Jean-Bosco est assis à la table de la cuisine, donnant le biberon son fils. Il me regarde un instant puis me dit :

- Tout vient avec la patience et la volonté.

- Et tout le monde sait que je n’ai aucune patience dans le domaine. Peut-on mettre ce petit au lit et passer une soirée en amoureux ?

Il me fixe longuement sans rien dire avant de reporter toute son attention sur son fils.
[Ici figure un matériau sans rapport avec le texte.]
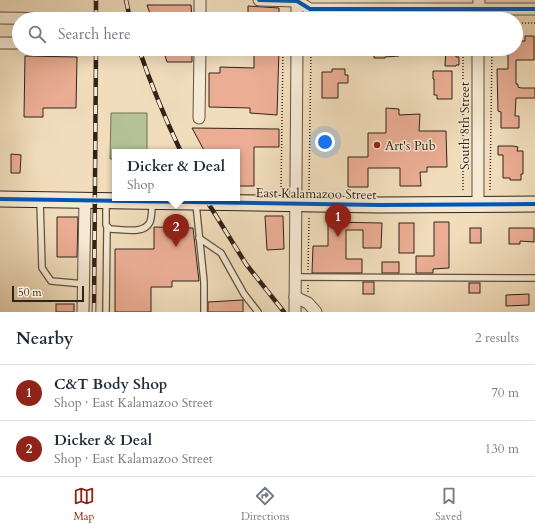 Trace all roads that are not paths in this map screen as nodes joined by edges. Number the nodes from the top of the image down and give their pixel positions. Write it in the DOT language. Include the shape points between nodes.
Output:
graph roads {
  1 [pos="200,0"];
  2 [pos="259,0"];
  3 [pos="297,1"];
  4 [pos="535,9"];
  5 [pos="478,10"];
  6 [pos="200,12"];
  7 [pos="297,12"];
  8 [pos="0,18"];
  9 [pos="12,18"];
  10 [pos="0,42"];
  11 [pos="12,43"];
  12 [pos="200,56"];
  13 [pos="297,56"];
  14 [pos="478,56"];
  15 [pos="199,118"];
  16 [pos="0,199"];
  17 [pos="40,199"];
  18 [pos="85,200"];
  19 [pos="106,200"];
  20 [pos="112,200"];
  21 [pos="153,201"];
  22 [pos="196,202"];
  23 [pos="296,203"];
  24 [pos="478,204"];
  25 [pos="535,204"];
  26 [pos="107,228"];
  27 [pos="199,238"];
  28 [pos="295,277"];
  29 [pos="535,278"];
  30 [pos="84,284"];
  31 [pos="295,296"];
  32 [pos="84,312"];
  33 [pos="106,312"];
  34 [pos="204,312"];
  35 [pos="258,312"];
  36 [pos="295,312"];
  37 [pos="316,312"];
  1 -- 6 [label="street"];
  2 -- 3 [label="street"];
  3 -- 5 [label="street" via="310,9"];
  3 -- 7 [label="street"];
  4 -- 5 [label="street"];
  8 -- 9 [label="street"];
  10 -- 11 [label="street"];
  12 -- 15 [label="street"];
  13 -- 23 [label="street"];
  14 -- 24 [label="street, South 8th Street"];
  16 -- 17 [label="street, East Kalamazoo Street"];
  17 -- 18 [label="street, East Kalamazoo Street"];
  17 -- 30 [label="lane" via="42,268 51,281"];
  18 -- 19 [label="street, East Kalamazoo Street"];
  18 -- 30 [label="street"];
  19 -- 20 [label="street, East Kalamazoo Street"];
  19 -- 26 [label="lane"];
  21 -- 22 [label="street, East Kalamazoo Street"];
  21 -- 26 [label="lane" via="150,221 143,230"];
  22 -- 23 [label="street, East Kalamazoo Street"];
  22 -- 27 [label="lane"];
  23 -- 24 [label="street, East Kalamazoo Street"];
  23 -- 28 [label="street"];
  24 -- 25 [label="street, East Kalamazoo Street"];
  26 -- 33 [label="lane"];
  27 -- 34 [label="lane" via="204,282"];
  27 -- 35 [label="lane" via="221,253 244,294"];
  28 -- 29 [label="lane"];
  28 -- 31 [label="street"];
  30 -- 32 [label="street"];
  31 -- 36 [label="street"];
  31 -- 37 [label="street" via="308,303"];
} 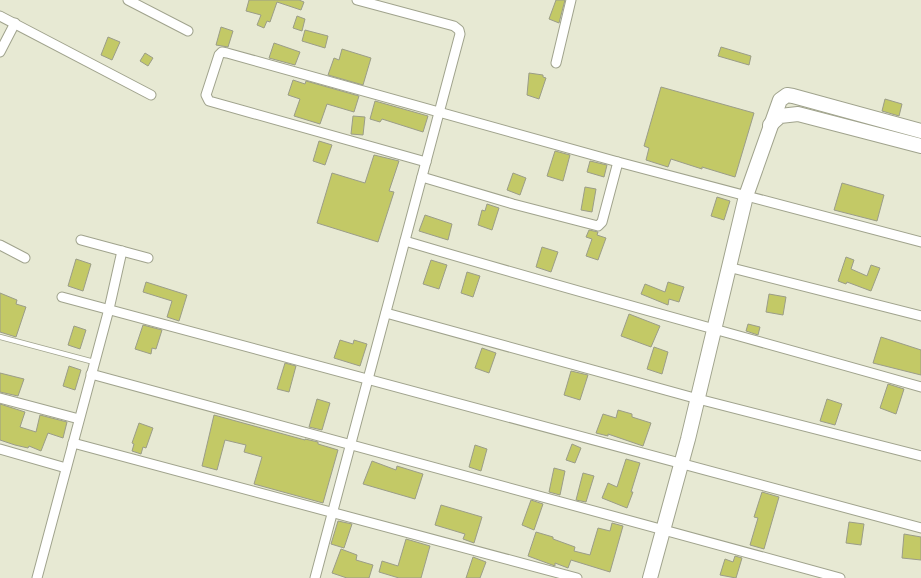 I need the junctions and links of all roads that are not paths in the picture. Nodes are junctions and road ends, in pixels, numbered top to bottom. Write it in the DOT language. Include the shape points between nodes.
graph roads {
  1 [pos="128,0"];
  2 [pos="356,0"];
  3 [pos="571,0"];
  4 [pos="392,5"];
  5 [pos="0,16"];
  6 [pos="15,23"];
  7 [pos="188,31"];
  8 [pos="0,52"];
  9 [pos="556,63"];
  10 [pos="152,95"];
  11 [pos="439,112"];
  12 [pos="770,125"];
  13 [pos="921,131"];
  14 [pos="921,146"];
  15 [pos="426,162"];
  16 [pos="618,162"];
  17 [pos="422,177"];
  18 [pos="746,196"];
  19 [pos="80,240"];
  20 [pos="405,241"];
  21 [pos="921,242"];
  22 [pos="0,245"];
  23 [pos="122,251"];
  24 [pos="25,258"];
  25 [pos="148,258"];
  26 [pos="728,267"];
  27 [pos="62,297"];
  28 [pos="109,309"];
  29 [pos="386,313"];
  30 [pos="921,316"];
  31 [pos="714,328"];
  32 [pos="0,337"];
  33 [pos="94,362"];
  34 [pos="92,374"];
  35 [pos="368,379"];
  36 [pos="921,387"];
  37 [pos="0,398"];
  38 [pos="698,399"];
  39 [pos="79,419"];
  40 [pos="73,443"];
  41 [pos="351,445"];
  42 [pos="0,449"];
  43 [pos="921,456"];
  44 [pos="682,463"];
  45 [pos="66,468"];
  46 [pos="333,513"];
  47 [pos="921,528"];
  48 [pos="663,530"];
  49 [pos="37,578"];
  50 [pos="315,578"];
  51 [pos="577,578"];
  52 [pos="650,578"];
  53 [pos="840,578"];
  1 -- 7 [label="street"];
  2 -- 4 [label="street"];
  3 -- 9 [label="street"];
  4 -- 11 [label="street" via="459,30"];
  5 -- 6 [label="street"];
  6 -- 8 [label="street"];
  6 -- 10 [label="street"];
  11 -- 15 [label="street"];
  11 -- 15 [label="street" via="222,52 206,95 214,103"];
  11 -- 16 [label="street"];
  12 -- 13 [label="street" via="780,100 787,95"];
  12 -- 14 [label="street" via="780,116 798,114"];
  12 -- 18 [label="street"];
  15 -- 17 [label="street"];
  16 -- 17 [label="street" via="602,222 598,226"];
  16 -- 18 [label="street"];
  17 -- 20 [label="street"];
  18 -- 21 [label="street"];
  18 -- 26 [label="street"];
  19 -- 23 [label="street"];
  20 -- 29 [label="street"];
  20 -- 31 [label="street"];
  22 -- 24 [label="street"];
  23 -- 25 [label="street"];
  23 -- 28 [label="street"];
  26 -- 30 [label="street"];
  26 -- 31 [label="street"];
  27 -- 28 [label="street"];
  28 -- 33 [label="street"];
  28 -- 35 [label="street"];
  29 -- 35 [label="street"];
  29 -- 38 [label="street"];
  31 -- 36 [label="street"];
  31 -- 38 [label="street"];
  32 -- 33 [label="lane"];
  33 -- 34 [label="street"];
  34 -- 39 [label="street"];
  34 -- 41 [label="street"];
  35 -- 41 [label="street"];
  35 -- 44 [label="street"];
  37 -- 39 [label="street"];
  38 -- 43 [label="street"];
  38 -- 44 [label="street"];
  39 -- 40 [label="street"];
  40 -- 45 [label="street"];
  40 -- 46 [label="street"];
  41 -- 46 [label="street"];
  41 -- 48 [label="street"];
  42 -- 45 [label="street"];
  44 -- 47 [label="street"];
  44 -- 48 [label="street"];
  45 -- 49 [label="street"];
  46 -- 50 [label="street"];
  46 -- 51 [label="street"];
  48 -- 52 [label="street"];
  48 -- 53 [label="street"];
}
C’est la première fois que je le vois lui donner le biberon et j’avoue que c’est édifiant. On regarde cette scène et on se demande comment un avocat aussi illustre peut se changer tout un coucou en papa poule.

- Tu donnais le biberon à Tristan ?

Il me répond :

- Sa mère l’a allaité. Allaitement exclusif jusqu’à l’âge de 8 mois.

Et bam ! Comme si monsieur voulait appuyer l’idée que je ne suis pas normal pour avoir sevré un bébé à trois mois. Je décide de me taire et d’attendre tranquillement que le petit soit couché.

Une heure plus tard, il est 20h et monsieur se retrouve à faire les cent pas dans tout l’appartement en racontant sa vie à son fils. Je reste tranquille m’intimant l’ordre de garde mon calme. Au bout d’un moment, je me lève du canapé et vais dans la cuisine. Je regarde dans le réfrigérateur et en sors de quoi faire rapidement à manger. Je m’y attelle en me disant que cela me changera les idées. À 21h, la salade et les filets de poisson que j’ai préparé sont prêts ! Je dresse la table dans la salle à manger et mets une chandelle au milieu de la table. Je l’allumerai plus tard.

Mon téléphone sonne alors. Au bout du fil, c’est mon amie Anaïs qui vient au rapport.

- Pourquoi es-tu encore debout à cette heure ? lui fais-je.

- Je regardais les photos prises le week-end dernier en compagnie de X. Et je n’ai pas vu le temps passer. Pas grave ! Je dormirai après ce coup de fil. Alors, rien. Pour le moment, c’est le calme plat. Je t’en dirai plus demain.

- Courage ! Je t’embrasse.

Je pose mon téléphone sur la table. Je reste là à le regarder en comptant les minutes. Quelques instants plus tard, je me lève pour aller voir où est Jean-Bosco. Monsieur est dans le salon assis avec le petit posé contre son épaule.

- Et si tu le mettais dans son lit ? Le repas est prêt !

- Tu as raison. J’oubliais que j’ai une semaine pour profiter de lui ! Demain, nous sortions pour acheter un sapin. Ce sera son premier Noël. Je tiens à ce qu’il y ait un sapin dans ses photos souvenirs.

Je me gratte alors la tête et dis :

- Pas besoin de sapin de Noël vu qu’il rentre à Paris avec toi. Tu as bien dit que tu n’étais là que pour deux jours, non ?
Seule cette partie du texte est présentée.